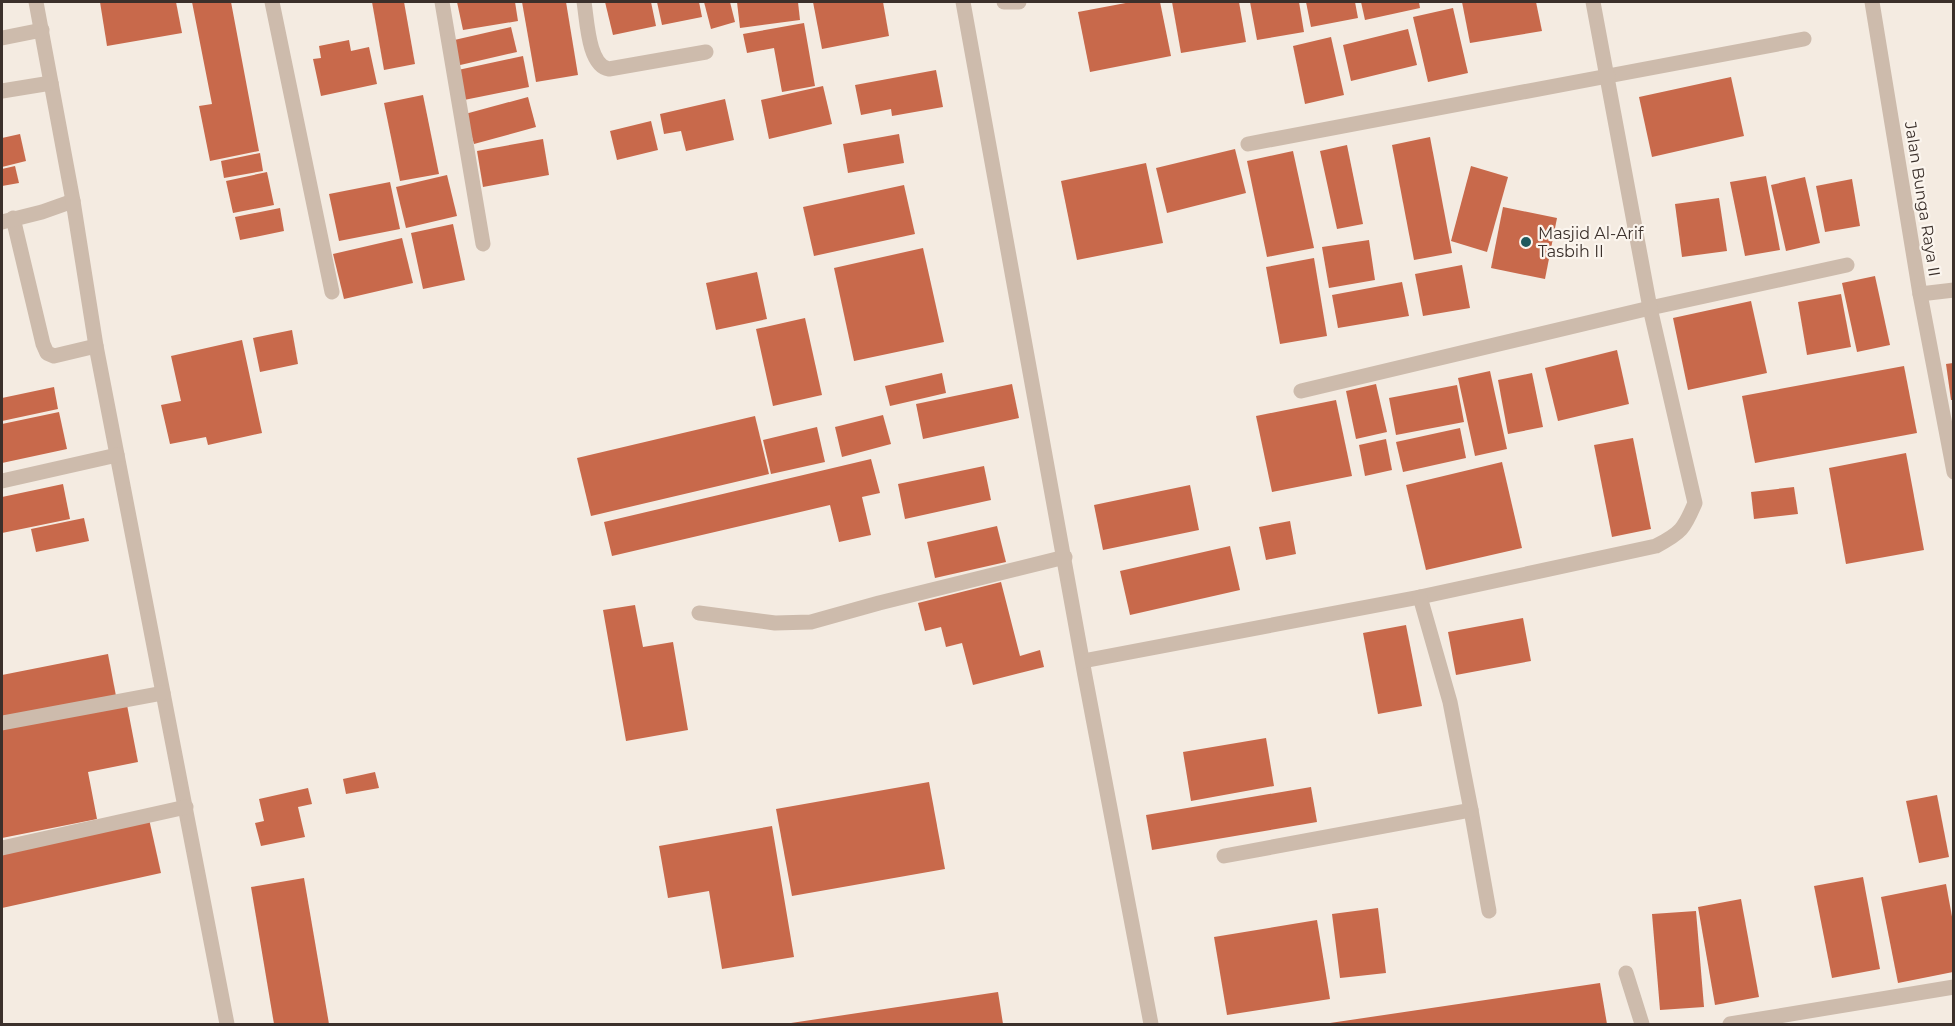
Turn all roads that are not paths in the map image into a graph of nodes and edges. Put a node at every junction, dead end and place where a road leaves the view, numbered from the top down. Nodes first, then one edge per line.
1 (36, 2) edge
2 (272, 2) edge
3 (442, 2) edge
4 (584, 2) edge
5 (963, 2) edge
6 (1004, 2) edge
7 (1019, 2) edge
8 (1593, 2) edge
9 (1872, 2) edge
10 (42, 30) junction
11 (2, 38) edge
12 (1803, 39) dead end
13 (706, 52) dead end
14 (1608, 76) junction
15 (51, 83) junction
16 (2, 91) edge
17 (1248, 144) dead end
18 (73, 201) junction
19 (7, 220) edge
20 (483, 243) dead end
21 (1847, 265) dead end
22 (1953, 290) edge
23 (332, 292) dead end
24 (1920, 294) junction
25 (1650, 308) junction
26 (96, 346) junction
27 (1301, 391) dead end
28 (117, 454) junction
29 (1953, 472) edge
30 (2, 481) edge
31 (1065, 557) junction
32 (1420, 597) junction
33 (699, 613) dead end
34 (1083, 661) junction
35 (163, 693) junction
36 (2, 723) edge
37 (186, 807) junction
38 (1471, 810) junction
39 (2, 848) edge
40 (1224, 856) dead end
41 (1489, 911) dead end
42 (1626, 973) dead end
43 (1953, 987) edge
44 (227, 1024) edge
45 (1151, 1024) edge
46 (1642, 1024) edge
47 (1730, 1024) edge

1 - 10 street
2 - 23 street
3 - 20 street
4 - 13 street
5 - 31 street
6 - 7 street
8 - 14 street
9 - 24 street, Jalan Bunga Raya II
10 - 11 street
10 - 15 street
12 - 14 street
14 - 17 street
14 - 25 street
15 - 16 street
15 - 18 street
18 - 19 street
18 - 26 street
19 - 26 street
21 - 25 street
22 - 24 street
24 - 29 street, Jalan Bunga Raya II
25 - 27 street
25 - 32 street
26 - 28 street
28 - 30 street
28 - 35 street
31 - 33 street
31 - 34 street
32 - 34 street
32 - 38 street
34 - 45 street
35 - 36 street
35 - 37 street
37 - 39 street
37 - 44 street
38 - 40 street
38 - 41 street
42 - 46 street
43 - 47 street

### [WHAT YOU HAVE TO DO]
When a line above includes the word "Raya", please list that line.

### [SOLUTION BELOW]
9 - 24 street, Jalan Bunga Raya II
24 - 29 street, Jalan Bunga Raya II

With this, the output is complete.